What is being asked:
Reproduce the records below exactly as they are written.

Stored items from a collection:
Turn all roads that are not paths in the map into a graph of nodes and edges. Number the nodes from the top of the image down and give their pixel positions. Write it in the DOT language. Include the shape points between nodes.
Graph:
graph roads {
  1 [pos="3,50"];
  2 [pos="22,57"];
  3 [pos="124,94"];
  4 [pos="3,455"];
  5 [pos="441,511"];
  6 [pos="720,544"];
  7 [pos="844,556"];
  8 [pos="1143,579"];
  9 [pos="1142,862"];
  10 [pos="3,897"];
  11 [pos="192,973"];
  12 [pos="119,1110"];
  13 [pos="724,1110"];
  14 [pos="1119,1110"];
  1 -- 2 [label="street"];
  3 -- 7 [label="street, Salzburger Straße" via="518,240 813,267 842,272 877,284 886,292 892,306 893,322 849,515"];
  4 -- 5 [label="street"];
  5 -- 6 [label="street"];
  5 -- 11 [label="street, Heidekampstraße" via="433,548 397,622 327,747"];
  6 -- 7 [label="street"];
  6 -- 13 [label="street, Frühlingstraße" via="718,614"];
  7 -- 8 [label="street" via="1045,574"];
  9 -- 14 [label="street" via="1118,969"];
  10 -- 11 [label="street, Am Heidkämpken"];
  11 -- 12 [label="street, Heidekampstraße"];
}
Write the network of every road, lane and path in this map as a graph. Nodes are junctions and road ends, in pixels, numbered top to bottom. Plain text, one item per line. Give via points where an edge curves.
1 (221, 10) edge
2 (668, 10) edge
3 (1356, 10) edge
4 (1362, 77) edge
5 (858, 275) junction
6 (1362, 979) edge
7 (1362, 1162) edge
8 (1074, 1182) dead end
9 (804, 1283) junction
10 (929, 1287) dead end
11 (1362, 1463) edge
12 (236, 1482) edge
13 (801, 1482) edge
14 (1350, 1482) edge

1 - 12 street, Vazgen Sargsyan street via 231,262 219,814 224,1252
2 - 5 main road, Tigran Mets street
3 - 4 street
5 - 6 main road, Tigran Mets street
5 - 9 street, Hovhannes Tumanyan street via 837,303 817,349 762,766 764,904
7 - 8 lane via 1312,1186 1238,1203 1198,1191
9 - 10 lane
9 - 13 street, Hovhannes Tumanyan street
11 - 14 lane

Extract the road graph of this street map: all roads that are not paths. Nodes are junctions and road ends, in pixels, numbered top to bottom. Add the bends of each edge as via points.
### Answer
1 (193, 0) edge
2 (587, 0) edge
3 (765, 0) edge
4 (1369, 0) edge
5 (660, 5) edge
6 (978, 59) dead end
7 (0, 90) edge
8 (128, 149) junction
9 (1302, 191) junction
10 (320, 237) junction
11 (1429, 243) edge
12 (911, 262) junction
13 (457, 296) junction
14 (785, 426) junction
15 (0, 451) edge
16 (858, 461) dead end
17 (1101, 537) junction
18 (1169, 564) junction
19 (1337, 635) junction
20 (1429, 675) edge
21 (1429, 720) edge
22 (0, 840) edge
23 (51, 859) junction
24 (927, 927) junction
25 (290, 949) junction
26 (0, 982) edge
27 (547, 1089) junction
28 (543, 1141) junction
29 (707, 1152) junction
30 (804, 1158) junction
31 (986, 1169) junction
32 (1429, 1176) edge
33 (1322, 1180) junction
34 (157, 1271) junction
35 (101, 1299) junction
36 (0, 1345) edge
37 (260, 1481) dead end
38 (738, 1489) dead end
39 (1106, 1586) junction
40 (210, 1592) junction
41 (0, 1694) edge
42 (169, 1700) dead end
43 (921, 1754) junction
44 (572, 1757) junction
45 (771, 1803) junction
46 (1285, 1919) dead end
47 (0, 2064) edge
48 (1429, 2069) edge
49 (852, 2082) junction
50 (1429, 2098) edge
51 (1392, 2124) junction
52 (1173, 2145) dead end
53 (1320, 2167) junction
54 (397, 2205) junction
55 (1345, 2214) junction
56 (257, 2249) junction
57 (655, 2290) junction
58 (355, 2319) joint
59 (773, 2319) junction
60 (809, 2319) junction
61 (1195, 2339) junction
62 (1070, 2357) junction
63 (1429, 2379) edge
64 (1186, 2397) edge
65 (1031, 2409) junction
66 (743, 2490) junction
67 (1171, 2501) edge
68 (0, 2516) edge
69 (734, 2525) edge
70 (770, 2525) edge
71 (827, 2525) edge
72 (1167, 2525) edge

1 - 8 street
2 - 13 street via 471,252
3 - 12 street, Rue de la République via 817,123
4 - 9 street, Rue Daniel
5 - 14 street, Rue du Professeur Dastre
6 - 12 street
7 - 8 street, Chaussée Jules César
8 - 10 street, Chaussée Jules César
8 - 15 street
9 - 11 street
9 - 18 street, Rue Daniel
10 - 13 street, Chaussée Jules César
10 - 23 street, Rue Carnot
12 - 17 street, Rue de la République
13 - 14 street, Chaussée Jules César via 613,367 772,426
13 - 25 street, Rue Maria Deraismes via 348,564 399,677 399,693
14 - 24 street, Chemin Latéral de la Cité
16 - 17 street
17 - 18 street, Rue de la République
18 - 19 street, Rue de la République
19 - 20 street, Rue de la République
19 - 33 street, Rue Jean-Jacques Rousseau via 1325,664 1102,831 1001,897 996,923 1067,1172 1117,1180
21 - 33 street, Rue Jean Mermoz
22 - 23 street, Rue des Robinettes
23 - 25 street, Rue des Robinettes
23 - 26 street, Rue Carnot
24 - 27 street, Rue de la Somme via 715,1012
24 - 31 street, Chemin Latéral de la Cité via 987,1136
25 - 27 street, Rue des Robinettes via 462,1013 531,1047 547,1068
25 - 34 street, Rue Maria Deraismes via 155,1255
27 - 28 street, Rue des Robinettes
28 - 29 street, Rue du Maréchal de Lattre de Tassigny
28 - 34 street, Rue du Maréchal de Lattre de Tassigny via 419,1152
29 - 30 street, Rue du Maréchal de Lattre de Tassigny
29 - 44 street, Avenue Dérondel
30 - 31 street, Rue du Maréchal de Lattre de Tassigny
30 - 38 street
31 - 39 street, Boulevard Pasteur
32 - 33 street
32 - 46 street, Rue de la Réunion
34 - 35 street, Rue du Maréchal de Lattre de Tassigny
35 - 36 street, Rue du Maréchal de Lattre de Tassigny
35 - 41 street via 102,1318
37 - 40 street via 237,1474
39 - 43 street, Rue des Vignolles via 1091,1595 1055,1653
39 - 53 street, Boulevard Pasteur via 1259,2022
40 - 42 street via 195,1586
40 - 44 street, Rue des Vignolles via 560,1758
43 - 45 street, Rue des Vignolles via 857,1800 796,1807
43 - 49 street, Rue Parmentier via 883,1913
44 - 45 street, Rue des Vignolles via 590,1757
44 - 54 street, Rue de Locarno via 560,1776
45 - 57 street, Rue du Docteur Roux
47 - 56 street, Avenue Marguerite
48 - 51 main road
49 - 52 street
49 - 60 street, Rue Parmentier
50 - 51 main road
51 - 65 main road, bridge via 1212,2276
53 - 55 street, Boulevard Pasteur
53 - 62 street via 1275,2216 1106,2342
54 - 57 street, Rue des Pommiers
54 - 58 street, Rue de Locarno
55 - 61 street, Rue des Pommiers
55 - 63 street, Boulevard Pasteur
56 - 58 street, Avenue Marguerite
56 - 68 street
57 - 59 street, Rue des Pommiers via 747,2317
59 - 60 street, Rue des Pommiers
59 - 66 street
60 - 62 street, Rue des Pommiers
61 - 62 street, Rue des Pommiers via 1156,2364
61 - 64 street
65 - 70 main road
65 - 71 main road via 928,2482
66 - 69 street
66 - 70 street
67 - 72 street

Response area:
Turn all roads that are not paths in the map into a graph of nodes and edges. Number the nodes from the top of the image down and give their pixel positions. Write it in the DOT language. Include the shape points between nodes.
Graph:
graph roads {
  1 [pos="3,50"];
  2 [pos="22,57"];
  3 [pos="124,94"];
  4 [pos="3,455"];
  5 [pos="441,511"];
  6 [pos="720,544"];
  7 [pos="844,556"];
  8 [pos="1143,579"];
  9 [pos="1142,862"];
  10 [pos="3,897"];
  11 [pos="192,973"];
  12 [pos="119,1110"];
  13 [pos="724,1110"];
  14 [pos="1119,1110"];
  1 -- 2 [label="street"];
  3 -- 7 [label="street, Salzburger Straße" via="518,240 813,267 842,272 877,284 886,292 892,306 893,322 849,515"];
  4 -- 5 [label="street"];
  5 -- 6 [label="street"];
  5 -- 11 [label="street, Heidekampstraße" via="433,548 397,622 327,747"];
  6 -- 7 [label="street"];
  6 -- 13 [label="street, Frühlingstraße" via="718,614"];
  7 -- 8 [label="street" via="1045,574"];
  9 -- 14 [label="street" via="1118,969"];
  10 -- 11 [label="street, Am Heidkämpken"];
  11 -- 12 [label="street, Heidekampstraße"];
}
Write the network of every road, lane and path in this map as a graph. Nodes are junctions and road ends, in pixels, numbered top to bottom. Plain text, one item per line. Give via points where an edge curves.
1 (221, 10) edge
2 (668, 10) edge
3 (1356, 10) edge
4 (1362, 77) edge
5 (858, 275) junction
6 (1362, 979) edge
7 (1362, 1162) edge
8 (1074, 1182) dead end
9 (804, 1283) junction
10 (929, 1287) dead end
11 (1362, 1463) edge
12 (236, 1482) edge
13 (801, 1482) edge
14 (1350, 1482) edge

1 - 12 street, Vazgen Sargsyan street via 231,262 219,814 224,1252
2 - 5 main road, Tigran Mets street
3 - 4 street
5 - 6 main road, Tigran Mets street
5 - 9 street, Hovhannes Tumanyan street via 837,303 817,349 762,766 764,904
7 - 8 lane via 1312,1186 1238,1203 1198,1191
9 - 10 lane
9 - 13 street, Hovhannes Tumanyan street
11 - 14 lane

Extract the road graph of this street map: all roads that are not paths. Nodes are junctions and road ends, in pixels, numbered top to bottom. Add the bends of each edge as via points.
### Answer
1 (193, 0) edge
2 (587, 0) edge
3 (765, 0) edge
4 (1369, 0) edge
5 (660, 5) edge
6 (978, 59) dead end
7 (0, 90) edge
8 (128, 149) junction
9 (1302, 191) junction
10 (320, 237) junction
11 (1429, 243) edge
12 (911, 262) junction
13 (457, 296) junction
14 (785, 426) junction
15 (0, 451) edge
16 (858, 461) dead end
17 (1101, 537) junction
18 (1169, 564) junction
19 (1337, 635) junction
20 (1429, 675) edge
21 (1429, 720) edge
22 (0, 840) edge
23 (51, 859) junction
24 (927, 927) junction
25 (290, 949) junction
26 (0, 982) edge
27 (547, 1089) junction
28 (543, 1141) junction
29 (707, 1152) junction
30 (804, 1158) junction
31 (986, 1169) junction
32 (1429, 1176) edge
33 (1322, 1180) junction
34 (157, 1271) junction
35 (101, 1299) junction
36 (0, 1345) edge
37 (260, 1481) dead end
38 (738, 1489) dead end
39 (1106, 1586) junction
40 (210, 1592) junction
41 (0, 1694) edge
42 (169, 1700) dead end
43 (921, 1754) junction
44 (572, 1757) junction
45 (771, 1803) junction
46 (1285, 1919) dead end
47 (0, 2064) edge
48 (1429, 2069) edge
49 (852, 2082) junction
50 (1429, 2098) edge
51 (1392, 2124) junction
52 (1173, 2145) dead end
53 (1320, 2167) junction
54 (397, 2205) junction
55 (1345, 2214) junction
56 (257, 2249) junction
57 (655, 2290) junction
58 (355, 2319) joint
59 (773, 2319) junction
60 (809, 2319) junction
61 (1195, 2339) junction
62 (1070, 2357) junction
63 (1429, 2379) edge
64 (1186, 2397) edge
65 (1031, 2409) junction
66 (743, 2490) junction
67 (1171, 2501) edge
68 (0, 2516) edge
69 (734, 2525) edge
70 (770, 2525) edge
71 (827, 2525) edge
72 (1167, 2525) edge

1 - 8 street
2 - 13 street via 471,252
3 - 12 street, Rue de la République via 817,123
4 - 9 street, Rue Daniel
5 - 14 street, Rue du Professeur Dastre
6 - 12 street
7 - 8 street, Chaussée Jules César
8 - 10 street, Chaussée Jules César
8 - 15 street
9 - 11 street
9 - 18 street, Rue Daniel
10 - 13 street, Chaussée Jules César
10 - 23 street, Rue Carnot
12 - 17 street, Rue de la République
13 - 14 street, Chaussée Jules César via 613,367 772,426
13 - 25 street, Rue Maria Deraismes via 348,564 399,677 399,693
14 - 24 street, Chemin Latéral de la Cité
16 - 17 street
17 - 18 street, Rue de la République
18 - 19 street, Rue de la République
19 - 20 street, Rue de la République
19 - 33 street, Rue Jean-Jacques Rousseau via 1325,664 1102,831 1001,897 996,923 1067,1172 1117,1180
21 - 33 street, Rue Jean Mermoz
22 - 23 street, Rue des Robinettes
23 - 25 street, Rue des Robinettes
23 - 26 street, Rue Carnot
24 - 27 street, Rue de la Somme via 715,1012
24 - 31 street, Chemin Latéral de la Cité via 987,1136
25 - 27 street, Rue des Robinettes via 462,1013 531,1047 547,1068
25 - 34 street, Rue Maria Deraismes via 155,1255
27 - 28 street, Rue des Robinettes
28 - 29 street, Rue du Maréchal de Lattre de Tassigny
28 - 34 street, Rue du Maréchal de Lattre de Tassigny via 419,1152
29 - 30 street, Rue du Maréchal de Lattre de Tassigny
29 - 44 street, Avenue Dérondel
30 - 31 street, Rue du Maréchal de Lattre de Tassigny
30 - 38 street
31 - 39 street, Boulevard Pasteur
32 - 33 street
32 - 46 street, Rue de la Réunion
34 - 35 street, Rue du Maréchal de Lattre de Tassigny
35 - 36 street, Rue du Maréchal de Lattre de Tassigny
35 - 41 street via 102,1318
37 - 40 street via 237,1474
39 - 43 street, Rue des Vignolles via 1091,1595 1055,1653
39 - 53 street, Boulevard Pasteur via 1259,2022
40 - 42 street via 195,1586
40 - 44 street, Rue des Vignolles via 560,1758
43 - 45 street, Rue des Vignolles via 857,1800 796,1807
43 - 49 street, Rue Parmentier via 883,1913
44 - 45 street, Rue des Vignolles via 590,1757
44 - 54 street, Rue de Locarno via 560,1776
45 - 57 street, Rue du Docteur Roux
47 - 56 street, Avenue Marguerite
48 - 51 main road
49 - 52 street
49 - 60 street, Rue Parmentier
50 - 51 main road
51 - 65 main road, bridge via 1212,2276
53 - 55 street, Boulevard Pasteur
53 - 62 street via 1275,2216 1106,2342
54 - 57 street, Rue des Pommiers
54 - 58 street, Rue de Locarno
55 - 61 street, Rue des Pommiers
55 - 63 street, Boulevard Pasteur
56 - 58 street, Avenue Marguerite
56 - 68 street
57 - 59 street, Rue des Pommiers via 747,2317
59 - 60 street, Rue des Pommiers
59 - 66 street
60 - 62 street, Rue des Pommiers
61 - 62 street, Rue des Pommiers via 1156,2364
61 - 64 street
65 - 70 main road
65 - 71 main road via 928,2482
66 - 69 street
66 - 70 street
67 - 72 street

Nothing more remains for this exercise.